(Saved data entries)
--- --- ---

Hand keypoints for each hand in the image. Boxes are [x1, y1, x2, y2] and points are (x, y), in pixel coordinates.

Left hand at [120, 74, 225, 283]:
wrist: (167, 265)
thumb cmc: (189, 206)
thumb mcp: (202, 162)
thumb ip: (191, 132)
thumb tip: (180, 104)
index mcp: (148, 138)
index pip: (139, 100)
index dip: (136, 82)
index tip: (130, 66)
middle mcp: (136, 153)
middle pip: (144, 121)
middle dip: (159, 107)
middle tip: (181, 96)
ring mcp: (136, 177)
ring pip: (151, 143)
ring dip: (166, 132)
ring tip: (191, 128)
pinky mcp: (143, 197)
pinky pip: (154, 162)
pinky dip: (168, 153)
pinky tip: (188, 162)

--- --- ---

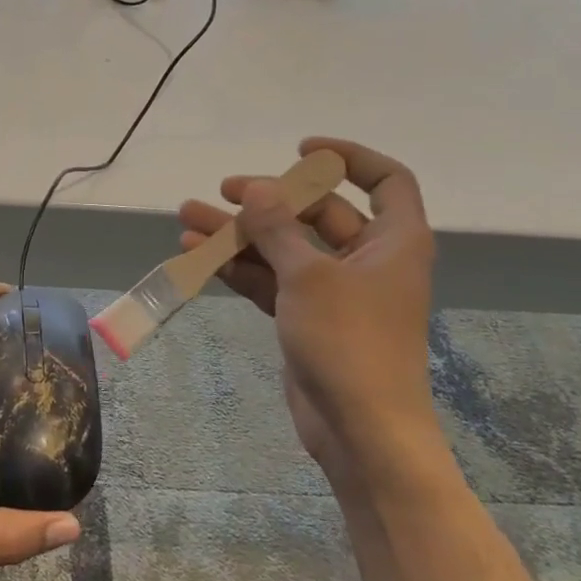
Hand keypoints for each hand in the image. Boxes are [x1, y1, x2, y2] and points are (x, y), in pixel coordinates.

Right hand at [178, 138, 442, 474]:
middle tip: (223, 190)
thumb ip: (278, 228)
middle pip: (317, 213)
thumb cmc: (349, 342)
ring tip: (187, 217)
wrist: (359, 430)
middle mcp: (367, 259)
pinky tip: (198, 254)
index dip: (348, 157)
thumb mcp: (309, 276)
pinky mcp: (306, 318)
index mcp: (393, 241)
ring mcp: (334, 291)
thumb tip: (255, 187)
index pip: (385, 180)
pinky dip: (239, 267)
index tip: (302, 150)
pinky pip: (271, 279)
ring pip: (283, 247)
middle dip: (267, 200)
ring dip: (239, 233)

--- --- ---

▶ Task objective: What you give back should be exactly the lines of the data above from the line with "thumb tip: (255, 187)" through the line with "ring dip: (239, 233)", both of those included, and nothing more.

▶ Expected answer:
thumb tip: (255, 187)
index pip: (385, 180)
pinky dip: (239, 267)
index tip: (302, 150)
pinky pip: (271, 279)
ring pip: (283, 247)
middle dip: (267, 200)
ring dip: (239, 233)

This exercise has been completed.